- _TASK_:
Using the data below, copy every line that contains the word "lane".

BEGIN RECORDS PROVIDED

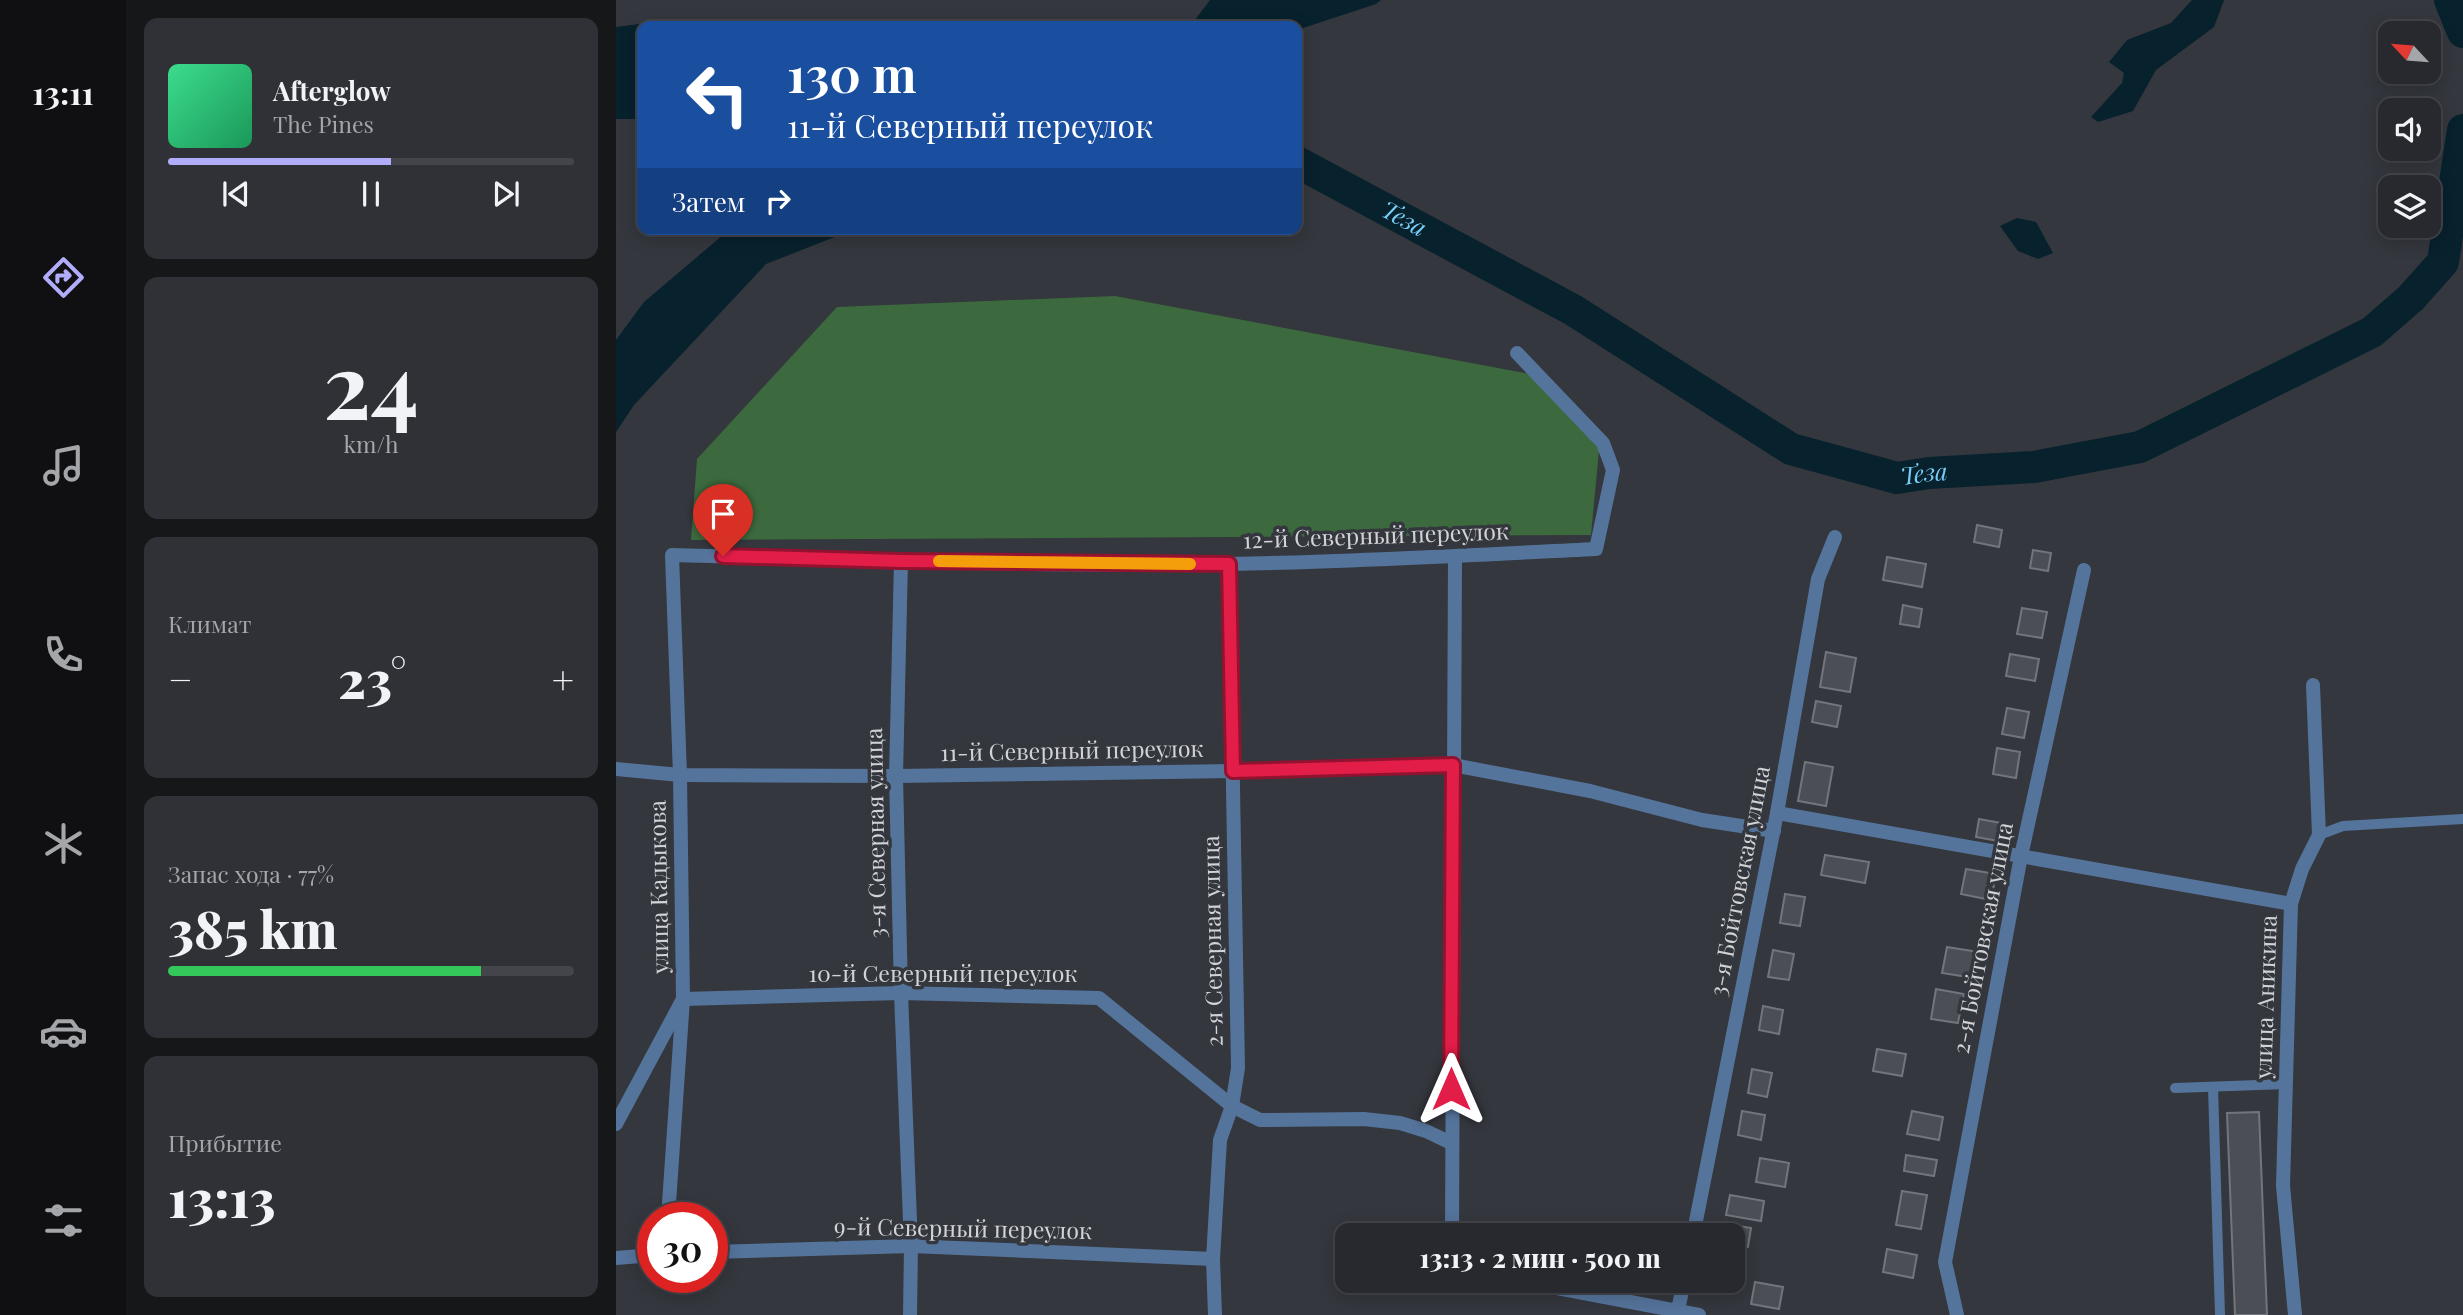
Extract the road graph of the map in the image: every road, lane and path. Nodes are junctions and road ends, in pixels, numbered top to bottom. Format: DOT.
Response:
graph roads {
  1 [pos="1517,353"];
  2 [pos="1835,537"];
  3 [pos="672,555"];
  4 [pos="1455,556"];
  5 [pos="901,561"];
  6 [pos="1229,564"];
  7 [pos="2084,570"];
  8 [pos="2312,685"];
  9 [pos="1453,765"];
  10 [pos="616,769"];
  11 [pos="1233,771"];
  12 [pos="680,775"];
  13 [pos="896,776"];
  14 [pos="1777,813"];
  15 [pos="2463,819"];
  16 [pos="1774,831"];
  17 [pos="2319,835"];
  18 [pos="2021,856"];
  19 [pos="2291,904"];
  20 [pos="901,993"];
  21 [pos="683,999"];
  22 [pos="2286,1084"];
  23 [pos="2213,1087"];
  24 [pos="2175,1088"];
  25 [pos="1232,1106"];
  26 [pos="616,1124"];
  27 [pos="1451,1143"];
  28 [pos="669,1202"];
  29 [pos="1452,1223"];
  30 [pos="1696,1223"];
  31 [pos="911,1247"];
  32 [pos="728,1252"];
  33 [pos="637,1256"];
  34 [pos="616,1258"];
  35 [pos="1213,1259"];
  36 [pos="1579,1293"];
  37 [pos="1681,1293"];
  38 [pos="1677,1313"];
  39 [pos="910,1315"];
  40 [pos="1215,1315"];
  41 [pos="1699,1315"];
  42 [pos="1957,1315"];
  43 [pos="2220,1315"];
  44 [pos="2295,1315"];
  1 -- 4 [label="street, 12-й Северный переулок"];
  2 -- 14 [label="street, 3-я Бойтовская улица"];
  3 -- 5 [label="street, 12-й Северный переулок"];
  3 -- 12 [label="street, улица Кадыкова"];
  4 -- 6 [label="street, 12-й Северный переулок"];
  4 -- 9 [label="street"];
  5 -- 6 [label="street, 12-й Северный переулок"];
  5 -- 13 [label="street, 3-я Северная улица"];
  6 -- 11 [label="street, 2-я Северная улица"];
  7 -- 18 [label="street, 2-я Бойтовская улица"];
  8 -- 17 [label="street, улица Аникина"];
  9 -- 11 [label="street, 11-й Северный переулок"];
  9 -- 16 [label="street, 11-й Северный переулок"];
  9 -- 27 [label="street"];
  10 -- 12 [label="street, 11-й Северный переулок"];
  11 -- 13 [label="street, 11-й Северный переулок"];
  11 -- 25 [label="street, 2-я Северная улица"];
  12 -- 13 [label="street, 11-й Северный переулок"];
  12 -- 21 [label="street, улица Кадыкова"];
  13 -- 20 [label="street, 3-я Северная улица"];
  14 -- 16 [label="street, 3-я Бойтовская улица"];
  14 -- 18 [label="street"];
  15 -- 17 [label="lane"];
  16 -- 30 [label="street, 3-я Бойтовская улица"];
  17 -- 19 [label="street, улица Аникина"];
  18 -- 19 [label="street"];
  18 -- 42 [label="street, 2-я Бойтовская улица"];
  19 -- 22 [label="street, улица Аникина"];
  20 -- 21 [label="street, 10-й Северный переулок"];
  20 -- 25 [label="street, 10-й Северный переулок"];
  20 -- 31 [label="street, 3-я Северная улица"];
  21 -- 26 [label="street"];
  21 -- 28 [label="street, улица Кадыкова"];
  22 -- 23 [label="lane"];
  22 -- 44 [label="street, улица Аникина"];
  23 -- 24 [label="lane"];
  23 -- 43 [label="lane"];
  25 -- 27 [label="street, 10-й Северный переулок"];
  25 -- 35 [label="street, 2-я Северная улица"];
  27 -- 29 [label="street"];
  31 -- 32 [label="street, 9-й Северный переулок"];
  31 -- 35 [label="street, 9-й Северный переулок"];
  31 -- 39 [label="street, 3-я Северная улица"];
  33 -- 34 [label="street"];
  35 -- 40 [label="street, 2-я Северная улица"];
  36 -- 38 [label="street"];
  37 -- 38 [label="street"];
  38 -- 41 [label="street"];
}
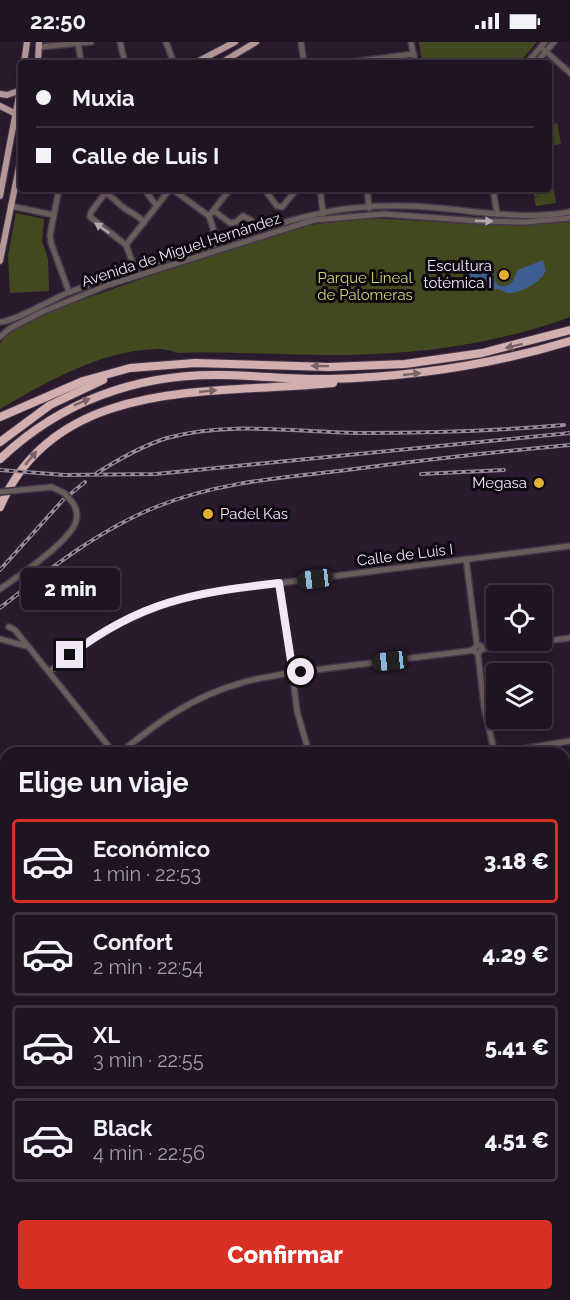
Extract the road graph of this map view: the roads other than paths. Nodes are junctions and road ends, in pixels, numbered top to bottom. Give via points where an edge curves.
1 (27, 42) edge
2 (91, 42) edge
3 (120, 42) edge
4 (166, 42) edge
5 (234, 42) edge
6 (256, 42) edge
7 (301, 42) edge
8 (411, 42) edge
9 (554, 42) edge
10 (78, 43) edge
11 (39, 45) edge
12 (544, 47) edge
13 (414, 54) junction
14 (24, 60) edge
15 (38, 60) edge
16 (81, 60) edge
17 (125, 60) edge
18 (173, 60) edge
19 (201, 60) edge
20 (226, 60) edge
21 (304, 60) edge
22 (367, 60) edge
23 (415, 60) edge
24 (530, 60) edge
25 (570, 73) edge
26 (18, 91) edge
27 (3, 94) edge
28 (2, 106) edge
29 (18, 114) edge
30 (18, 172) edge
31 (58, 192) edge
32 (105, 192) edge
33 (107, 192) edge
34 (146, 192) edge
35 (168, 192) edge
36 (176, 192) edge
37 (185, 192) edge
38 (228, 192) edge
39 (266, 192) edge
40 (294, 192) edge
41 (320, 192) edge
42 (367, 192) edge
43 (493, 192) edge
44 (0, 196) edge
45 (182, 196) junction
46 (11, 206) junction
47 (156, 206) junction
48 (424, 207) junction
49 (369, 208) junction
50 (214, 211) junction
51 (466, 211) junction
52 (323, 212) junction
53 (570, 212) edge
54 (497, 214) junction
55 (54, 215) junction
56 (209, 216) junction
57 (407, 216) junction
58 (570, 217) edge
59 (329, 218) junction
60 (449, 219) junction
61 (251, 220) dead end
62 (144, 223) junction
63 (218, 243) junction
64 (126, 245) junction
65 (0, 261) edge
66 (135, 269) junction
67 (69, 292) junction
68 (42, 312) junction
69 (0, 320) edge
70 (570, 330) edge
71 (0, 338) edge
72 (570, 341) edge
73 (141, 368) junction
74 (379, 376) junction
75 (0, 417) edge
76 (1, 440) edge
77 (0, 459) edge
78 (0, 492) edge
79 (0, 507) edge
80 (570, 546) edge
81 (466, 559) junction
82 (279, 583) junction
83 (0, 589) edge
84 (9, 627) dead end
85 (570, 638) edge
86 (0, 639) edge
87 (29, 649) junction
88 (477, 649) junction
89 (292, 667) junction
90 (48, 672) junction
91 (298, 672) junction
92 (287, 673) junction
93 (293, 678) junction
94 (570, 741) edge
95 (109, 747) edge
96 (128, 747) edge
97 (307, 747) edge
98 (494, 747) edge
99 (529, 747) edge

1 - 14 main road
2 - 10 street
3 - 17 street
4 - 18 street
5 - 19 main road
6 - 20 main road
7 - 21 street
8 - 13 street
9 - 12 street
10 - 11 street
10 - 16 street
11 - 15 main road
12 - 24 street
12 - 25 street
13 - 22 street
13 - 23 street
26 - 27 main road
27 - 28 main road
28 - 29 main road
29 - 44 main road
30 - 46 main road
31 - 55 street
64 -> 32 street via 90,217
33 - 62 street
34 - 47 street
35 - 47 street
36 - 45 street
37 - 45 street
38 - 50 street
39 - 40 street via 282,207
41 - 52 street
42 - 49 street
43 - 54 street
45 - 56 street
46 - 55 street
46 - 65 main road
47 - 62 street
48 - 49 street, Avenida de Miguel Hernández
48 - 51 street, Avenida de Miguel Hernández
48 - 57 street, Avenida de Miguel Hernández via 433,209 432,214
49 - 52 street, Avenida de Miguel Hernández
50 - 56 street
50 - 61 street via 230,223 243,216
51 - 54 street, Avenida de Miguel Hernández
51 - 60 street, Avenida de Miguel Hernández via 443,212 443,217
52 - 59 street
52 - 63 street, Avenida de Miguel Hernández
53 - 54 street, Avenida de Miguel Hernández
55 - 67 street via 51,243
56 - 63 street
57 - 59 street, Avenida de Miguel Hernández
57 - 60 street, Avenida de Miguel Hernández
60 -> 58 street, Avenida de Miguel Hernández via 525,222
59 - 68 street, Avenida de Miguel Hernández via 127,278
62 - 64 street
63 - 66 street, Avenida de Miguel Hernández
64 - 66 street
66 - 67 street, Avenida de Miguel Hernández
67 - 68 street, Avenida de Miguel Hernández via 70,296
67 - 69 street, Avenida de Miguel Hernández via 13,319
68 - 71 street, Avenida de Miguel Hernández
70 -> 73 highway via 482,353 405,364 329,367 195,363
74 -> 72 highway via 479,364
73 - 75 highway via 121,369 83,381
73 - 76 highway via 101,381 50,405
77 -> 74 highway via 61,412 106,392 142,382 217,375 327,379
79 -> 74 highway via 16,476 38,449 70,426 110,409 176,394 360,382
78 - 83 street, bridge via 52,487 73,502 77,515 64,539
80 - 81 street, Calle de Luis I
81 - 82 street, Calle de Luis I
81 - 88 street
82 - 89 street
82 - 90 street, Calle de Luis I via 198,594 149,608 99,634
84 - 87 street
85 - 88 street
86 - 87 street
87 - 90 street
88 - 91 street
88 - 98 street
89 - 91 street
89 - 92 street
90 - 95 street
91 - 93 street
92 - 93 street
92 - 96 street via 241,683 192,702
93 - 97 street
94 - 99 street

END RECORDS PROVIDED

- _SOLUTION_:
Extract the road graph of the map in the image: every road, lane and path. Nodes are junctions and road ends, in pixels, numbered top to bottom. Format: DOT.
  15 -- 17 [label="lane"];
  22 -- 23 [label="lane"];
  23 -- 24 [label="lane"];
  23 -- 43 [label="lane"];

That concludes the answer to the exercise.